The California desert rose and fell and twisted, and it was easy to forget for a moment the reason we were out there. The mountains beckoned with the promise of perfect solitude. Adam, one of the cameramen on the crew, would say later that a run through those rocky, sandy hills would border on spiritual. (Jon, on the other hand, didn’t see it quite that way.) Joshua trees stood scattered over many square miles, watching us like sentries, or maybe staring like accidental onlookers. They coaxed us to a stop at the side of the road; the scene was too much to capture with simple memory. A tractor trailer honked as we burned the moment in pixels. Then as we pulled back onto I-5 a broken piece of someone’s vehicle found its way into and right through our tire, bringing us to a stop in the dirt off the shoulder once again. Straining to free the spare from its trap under the truck’s chassis I thought it bitterly ironic that just yesterday Jason mentioned how something like a breakdown would add the perfect element of hardship to the journey. Easy for him to say as he would not be the one fixing it.

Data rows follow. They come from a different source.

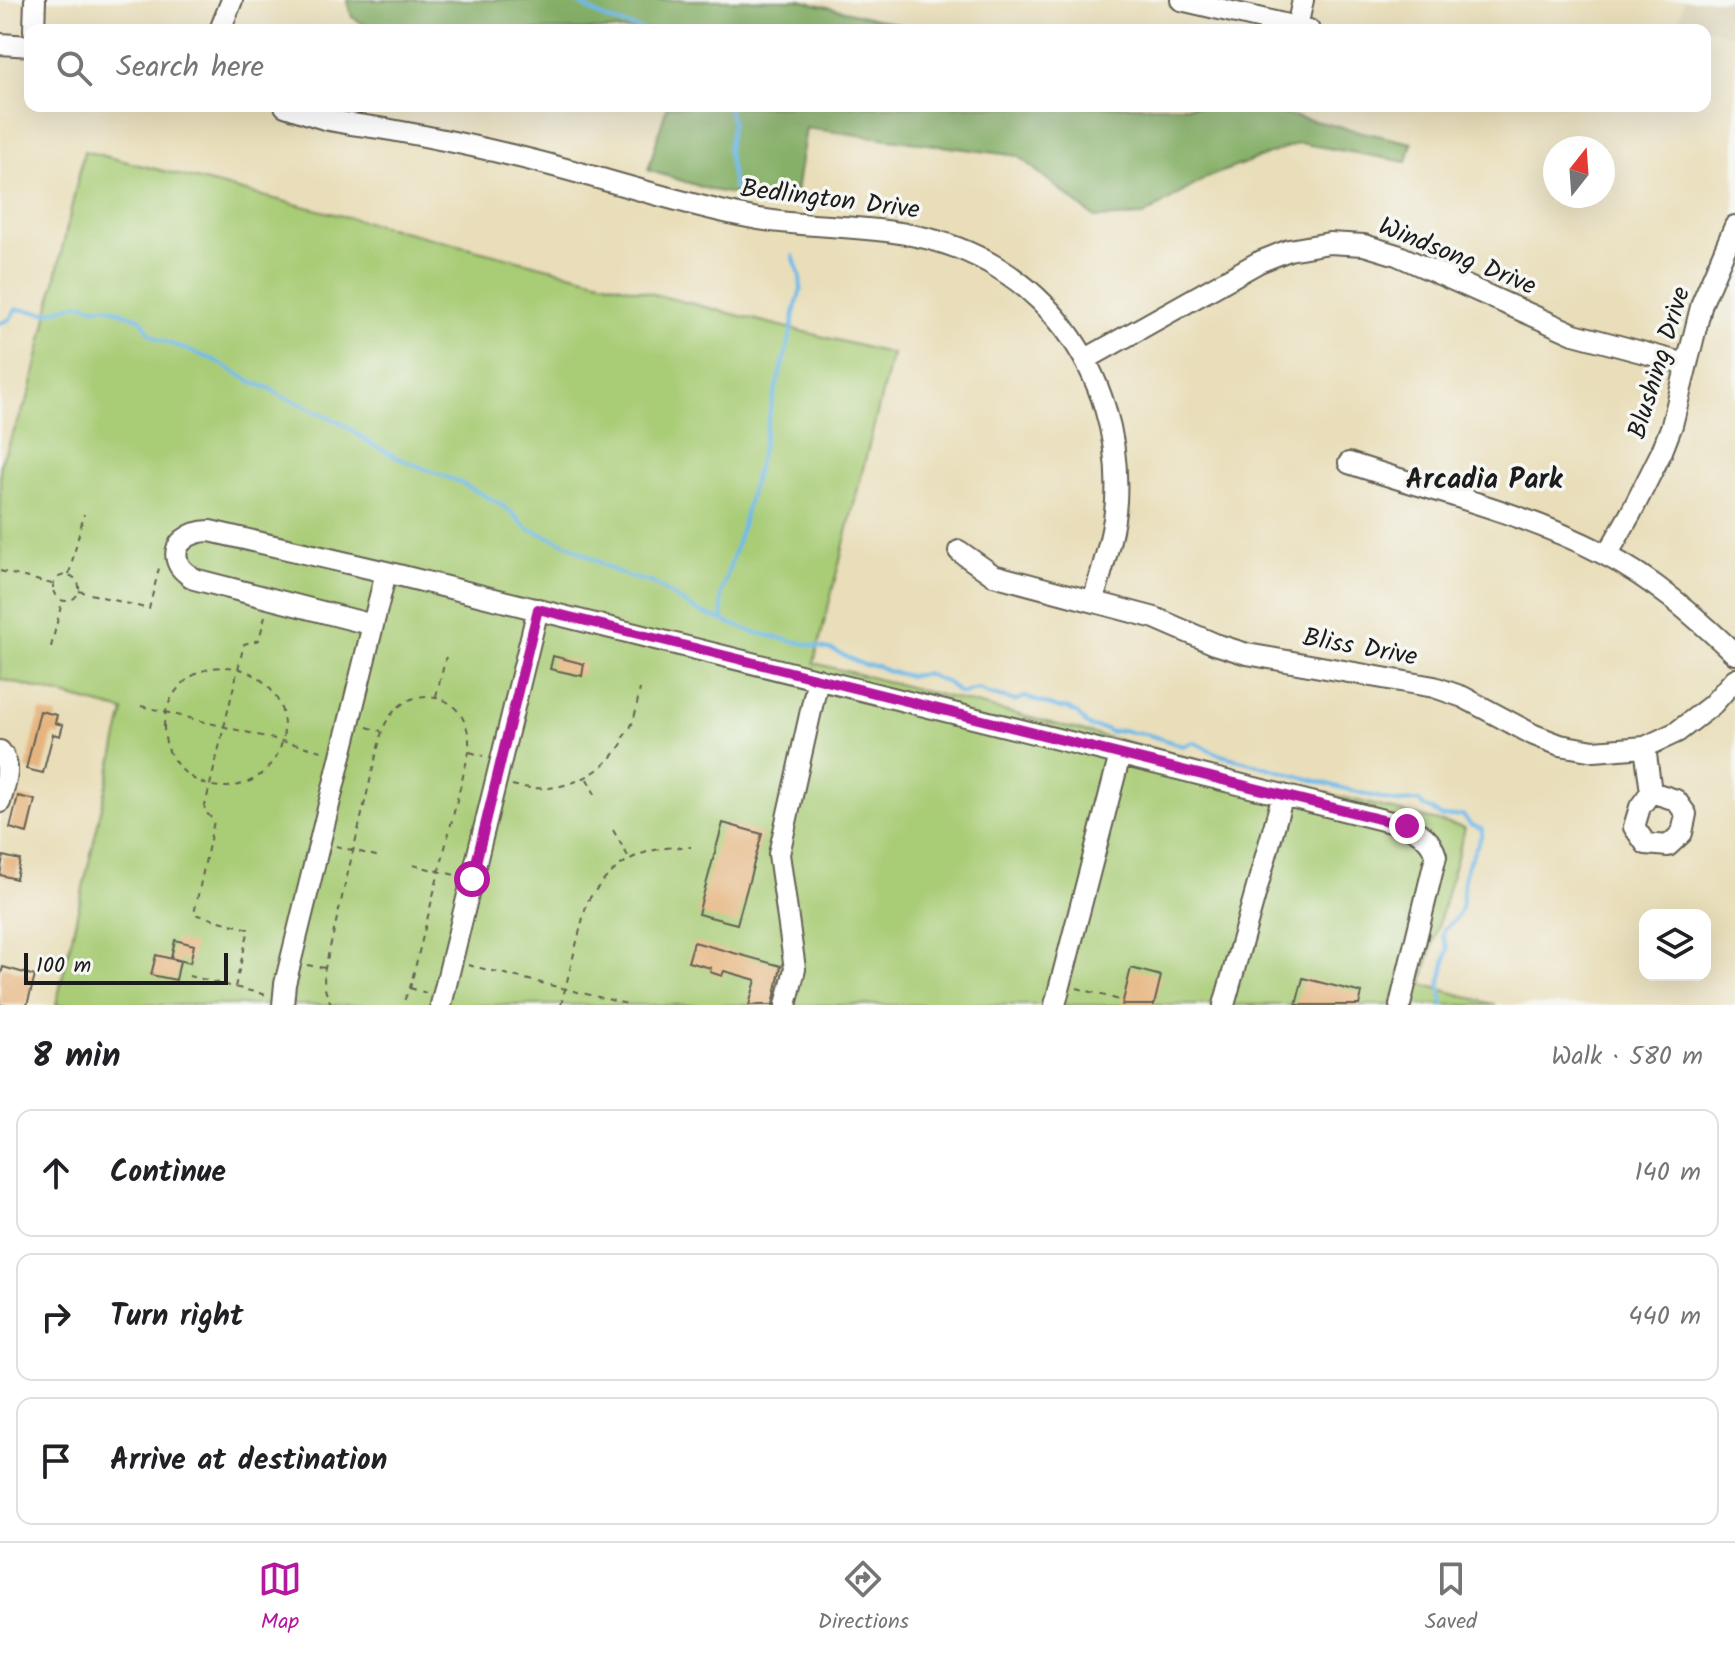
<!DOCTYPE html>
<meta charset="utf-8">
<style>
body{margin:0;font-family:Kalam,sans-serif;background:#f2f2f2;color:#202124}
.controls{position:absolute;right:24px;bottom:24px;display:grid;overflow:hidden;border-radius:16px;box-shadow:0 8px 32px #0002}
.controls button{width:72px;height:72px;display:grid;place-items:center;padding:0;border:0;border-bottom:2px solid #e0e0e0;background:#fff;color:#202124;font:40px sans-serif}
.compass{position:absolute;left:1543px;top:136px;width:72px;height:72px;border-radius:50%;background:#fff;box-shadow:0 8px 32px #0002;rotate:17deg}
.scale{position:absolute;left:24px;bottom:20px;width:204px;box-sizing:border-box;padding-left:8px;border:4px solid #1c1c1c;border-top:0;font-size:22px;line-height:28px;white-space:nowrap;color:#1c1c1c;-webkit-text-stroke:6px #f6f6f2;paint-order:stroke}
.stop{position:absolute;width:24px;height:24px;margin:-18px;border:6px solid #b5179e;border-radius:50%;background:#fff}
.stop.end{background:#b5179e;border-color:#fff;box-shadow:0 2px 8px #0008}
.list{margin:0;padding:0;list-style:none}
h2{display:flex;justify-content:space-between;align-items:center;height:104px;margin:0;padding:0 32px;font-size:34px}
h2 small{font-size:26px;font-weight:400;color:#757577}
.list li{display:grid;grid-template-columns:52px 1fr auto;gap:24px;align-items:center;box-sizing:border-box;height:128px;margin:0 16px 16px;padding:0 16px;border:2px solid #e0e0e0;border-radius:16px}
.list b{display:block;font-size:30px;white-space:nowrap}
.list em{font-size:26px;font-style:normal;color:#757577}
.icon{flex:none;width:44px;height:44px;fill:none;stroke:currentColor;stroke-width:2;stroke-linecap:round;stroke-linejoin:round}
.map{position:relative;flex:none;width:1735px;height:1005px;overflow:hidden}
.search{position:absolute;background:#fff;box-shadow:0 8px 32px #0002;left:24px;right:24px;top:24px;height:88px;display:flex;align-items:center;gap:20px;box-sizing:border-box;padding:0 28px;border-radius:16px;color:#757577;font-size:30px}
.sheet{height:536px;background:#fff}
nav{display:flex;justify-content:space-around;align-items:center;box-sizing:border-box;height:112px;border-top:2px solid #e0e0e0;background:#fff;font-size:22px;color:#757577}
nav a{display:grid;justify-items:center;gap:4px}
nav .on{color:#b5179e}
.map>svg:first-child{display:block}
</style>
<div class="map">
<svg width="1735" height="1005" viewBox="0 0 1735 1005">
<rect width="100%" height="100%" fill="#f6f6f2"/>
<filter id="ink" filterUnits="userSpaceOnUse"><feTurbulence type="fractalNoise" baseFrequency=".0125" numOctaves="2"/><feDisplacementMap in="SourceGraphic" scale="16" xChannelSelector="R" yChannelSelector="G"/><feConvolveMatrix kernelMatrix="1 2 1 2 8 2 1 2 1" color-interpolation-filters="sRGB"/></filter>
<filter id="wash" filterUnits="userSpaceOnUse"><feTurbulence type="fractalNoise" baseFrequency=".006" numOctaves="4" result="noise"/><feDisplacementMap in="SourceGraphic" scale="32" xChannelSelector="R" yChannelSelector="G"/><feGaussianBlur stdDeviation="1.8" result="paint"/><feColorMatrix in="noise" values="0 0 0 0 0 0 0 0 0 0 0 0 0 0 0 0 0 1.4 0 .05"/><feComposite in="paint" operator="in"/></filter>
<g filter="url(#wash)">
<rect width="100%" height="100%" fill="#e9deb9"/>
<path fill="#d9d0b1" d="M 1684,0 L 1735,0 L 1735,36 L 1679,21 Z"/>
<path fill="#a9cc76" stroke="#627449" stroke-width="2" d="M 84,151 L 892,354 L 814,663 L 1465,828 L 1422,984 L 1496,1005 L 56,1005 L 124,711 L 0,679 L 0,464 L 30,393 Z"/>
<path fill="#86b067" stroke="#516642" stroke-width="2" d="M 347,0 L 800,0 L 921,30 L 374,30 L 352,17 Z
M 667,106 L 1248,106 L 1412,143 L 1407,162 L 1299,143 L 1208,177 L 1143,216 L 1095,218 L 1018,156 L 806,128 L 794,205 L 711,190 L 648,170 Z"/>
<g fill="none" stroke-linecap="round" stroke-linejoin="round">
<path stroke="#6fbae9" stroke-width="4" d="M 572,0 L 606,19 L 642,30
M 728,106 L 732,122 L 728,151 L 734,188
M 0,323 L 10,319 L 16,309 L 47,313 L 80,303 L 93,307 L 108,307 L 141,319 L 150,333 L 158,339 L 214,360 L 252,382 L 271,389 L 281,396 L 301,404 L 341,423 L 373,445 L 400,459 L 459,482 L 500,504 L 511,512 L 527,528 L 567,544 L 613,570 L 629,577 L 651,582 L 697,611 L 753,632 L 833,650 L 864,665 L 878,666 L 887,671 L 909,676 L 926,674 L 948,683 L 959,693 L 964,693 L 977,689 L 988,694 L 1016,701 L 1025,697 L 1058,708 L 1067,708 L 1078,714 L 1086,724 L 1091,727 L 1106,729 L 1111,732 L 1123,730 L 1133,733 L 1146,734 L 1183,746 L 1193,742 L 1221,755 L 1342,788 L 1396,802 L 1419,801 L 1424,807 L 1432,810 L 1442,817 L 1463,815 L 1470,824 L 1482,829 L 1482,834 C 1478,846 1470,857 1466,870 C 1461,884 1466,902 1458,915 C 1455,921 1448,925 1444,929 L 1443,935 L 1448,949 L 1440,985 L 1443,1005
M 723,620 L 721,595 L 741,530 L 763,445 L 771,406 L 789,342 L 795,309 L 801,289 L 800,276 L 793,256"/>
</g>
<g id="blocks">
<path fill="#e6b57f" d="M 553,656 L 584,664 L 582,676 L 550,669 Z
M 40,711 L 57,715 L 55,723 L 63,725 L 60,736 L 53,734 L 43,773 L 26,769 Z
M 18,796 L 35,800 L 27,833 L 10,828 Z
M 723,823 L 762,834 L 737,924 L 698,914 Z
M 3,856 L 20,860 L 16,879 L 0,875 Z
M 175,940 L 194,945 L 190,963 L 171,958 Z
M 694,942 L 781,966 L 773,1005 L 749,1005 L 756,980 L 724,971 L 722,976 L 710,972 L 711,968 L 688,962 Z
M 156,955 L 180,961 L 176,980 L 151,975 Z
M 3,967 L 35,976 L 27,1005 L 0,1005 L 0,977 Z
M 1131,968 L 1161,976 L 1154,1005 L 1122,1005 Z
M 1303,978 L 1362,993 L 1359,1005 L 1296,1005 Z"/>
</g>
</g>
<g filter="url(#ink)">
<use href="#blocks" fill-opacity="0" stroke="#646053" stroke-width="2"/>
<g fill="none" stroke-linecap="round" stroke-linejoin="round">
<defs>
<path id="minor" d="M 1181,0 L 1309,30
M 1297,27 L 1303,0
M 34,30 L 35,0
M 220,30 L 232,0
M 0,44 L 30,46
M 285,106 C 298,110 311,115 325,119 C 346,124 369,126 391,130 C 432,137 474,146 515,156 C 591,174 666,200 743,216 C 798,228 855,224 911,235 C 1040,258 1123,372 1116,501 C 1114,534 1102,569 1093,601
M 1086,359 L 1259,262 L 1289,250 L 1329,243 L 1364,245 L 1397,255 L 1574,334 L 1686,364
M 1349,463 C 1433,491 1525,513 1604,554 C 1653,579 1695,616 1735,654
M 959,551 L 993,575 L 1155,618 L 1215,644 L 1247,654 L 1434,687 L 1463,697 L 1534,735 L 1560,745 L 1594,751 L 1645,747 L 1677,732 L 1712,705 L 1735,679
M 1607,555 L 1631,513 L 1662,451 L 1672,425 L 1702,303 L 1735,226
M 373,625 L 194,579 C 189,575 182,571 179,565 C 168,543 192,531 210,531 L 386,572
M 1645,747 L 1651,792 L 1640,807 L 1634,827 L 1646,844 L 1668,846 L 1682,833 L 1686,814 L 1676,800 L 1651,792
M 0,751 C 13,766 5,784 0,802
M 283,1005 L 285,984 L 386,572 L 1407,826 C 1422,834 1431,839 1436,856 L 1400,1005
M 441,1005 L 538,609
M 786,1005 L 795,969 L 779,854 L 818,679
M 1055,1005 L 1120,755
M 1224,1005 L 1283,795"/>
</defs>
<use href="#minor" stroke="#646053" stroke-width="24"/>
<path stroke="#646053" stroke-width="2" stroke-dasharray="6 6" stroke-linecap="butt" d="M 0,571 L 52,584
M 69,574 L 84,514
M53 588a13 13 0 1 1 26 0a13 13 0 1 1-26 0Z
M 79,591 L 149,609 L 160,564
M 51,647 L 62,602
M164 727a60 60 0 1 1 120 0a60 60 0 1 1-120 0Z
M 436,696 L 446,657
M 141,706 L 322,751
M 367,727 L 381,731
M 470,752 L 483,756
M 587,779 L 598,800
M 512,785 C 552,795 595,782 619,748 C 626,738 618,746 624,736 C 626,733 630,730 631,726 C 636,716 637,701 640,689
M 613,830 L 629,858
M 336,846 L 380,857
M 413,865 L 455,875
M 307,965 L 325,968
M 468,965 L 631,1005
M 189,976 L 267,995
M 235,987 L 249,929 L 194,914 L 214,821 L 204,810 L 244,644 L 259,640 L 265,616
M 410,988 L 426,993
M 1077,988 L 1123,1001
M 332,1005 C 324,992 323,982 325,968 L 382,731 C 405,674 474,691 469,752 L 410,988 L 402,1005
M 561,1005 L 587,902 C 615,861 641,846 691,847"/>
<use href="#minor" stroke="#fff" stroke-width="20"/>
</g>
</g>
<g fill="none" stroke-linecap="round" stroke-linejoin="round" filter="url(#ink)">
<path stroke="#b5179e" stroke-width="10" d="M 472,879 L 538,609 L 1407,826"/>
</g>
<g text-anchor="middle" dominant-baseline="central" stroke-width="7" stroke-linejoin="round" paint-order="stroke">
<g font-size="26" fill="#1c1c1c" stroke="#f6f6f2">
<text transform="translate(830 200) rotate(7)">Bedlington Drive</text>
<text transform="translate(1457 257) rotate(22)">Windsong Drive</text>
<text transform="translate(1660 363) rotate(-73)">Blushing Drive</text>
<text transform="translate(1360 648) rotate(10)">Bliss Drive</text>
</g>
<g font-size="28" font-weight="bold" fill="#1c1c1c" stroke="#f6f6f2">
<text x="1484" y="480">Arcadia Park</text>
</g>
</g>
</svg>
<div class="controls">
<button><svg class="icon" aria-label="layers" viewBox="0 0 24 24"><path d="M12 4l9 5-9 5-9-5zM3 14l9 5 9-5"/></svg></button>
</div>
<svg class="compass" viewBox="-18 -18 36 36"><path d="M0-13l5 13h-10z" fill="#e53935"/><path d="M0 13l5-13h-10z" fill="#757577"/></svg>
<div class="scale">100 m</div>
<div class="stop" style="left:472px;top:879px"></div>
<div class="stop end" style="left:1407px;top:826px"></div>
<div class="search"><svg class="icon" aria-label="search" viewBox="0 0 24 24"><circle cx="10" cy="10" r="6"/><path d="M15 15l6 6"/></svg>Search here</div>
</div>
<section class="sheet">
<h2>8 min<small>Walk · 580 m</small></h2>
<ul class="list">
<li><svg class="icon" aria-label="ahead" viewBox="0 0 24 24"><path d="M12 20V5M6 11l6-6 6 6"/></svg><div><b>Continue</b></div><em>140 m</em></li>
<li><svg class="icon" aria-label="right" viewBox="0 0 24 24"><path d="M7 20v-9h11M14 6l5 5-5 5"/></svg><div><b>Turn right</b></div><em>440 m</em></li>
<li><svg class="icon" aria-label="arrive" viewBox="0 0 24 24"><path d="M6 21V4h12l-3 4 3 4H6"/></svg><div><b>Arrive at destination</b></div></li>
</ul>
</section>
<nav>
<a class="on"><svg class="icon" aria-label="map" viewBox="0 0 24 24"><path d="M3 6l6-2 6 2 6-2v14l-6 2-6-2-6 2zM9 4v14M15 6v14"/></svg>Map</a>
<a><svg class="icon" aria-label="directions" viewBox="0 0 24 24"><path d="M12 3l9 9-9 9-9-9zM9 14v-3h6M13 9l2 2-2 2"/></svg>Directions</a>
<a><svg class="icon" aria-label="saved" viewBox="0 0 24 24"><path d="M7 4h10v16l-5-4-5 4z"/></svg>Saved</a>
</nav>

In Vegas we found ourselves parked outside another convenience store. And just as in Phelan we were approached by a few people too curious not to ask. Gabrielle was only in fourth grade when the towers fell, but even the apparent toll of her time on the streets couldn’t take away from her intensity as she spelled out her thoughts and memories of that day. Her friend Mike had served eighteen years in the Air Force and said, with an ample helping of unprintable words, that Jon was doing something ‘pretty…cool.’ Moments later we were pulling out of the parking lot. ‘Take it easy man, good talking to you!’ Mike needed a moment to remember who these guys in the white pickup with the huge cross on the back were, but suddenly a switch was turned and he was right back with us, tuned into the ‘f-ing spirit of the project.’ In the previous moment Rico, who had just moved to Las Vegas from Harlem a year and a half ago ran his hand over the metal. ‘This is hot,’ he said. ‘Yeah, this is really nice.’ His eyes lit up when we handed him a card with the Journey blog site printed on it. ‘Man, I know some people going to want to see this.’ Rico was from New York; Gabrielle had never been there. Mike had probably been all over in his eighteen years of service. Very different lives. Connected by all the things that day meant and all the things this project represents.

We drove the Vegas Strip three times, the sky growing darker, the lights glowing brighter, reflecting off the cross in the camera’s eye. By the time we hit Boulder Parkway and were headed out of town night had fallen. An hour later we stopped along Route 93, on a paved and sandy dead end turnoff. The blood of faraway Vegas illuminated the horizon with a hazy cloud of light. Up above the stars shone in the black night sky.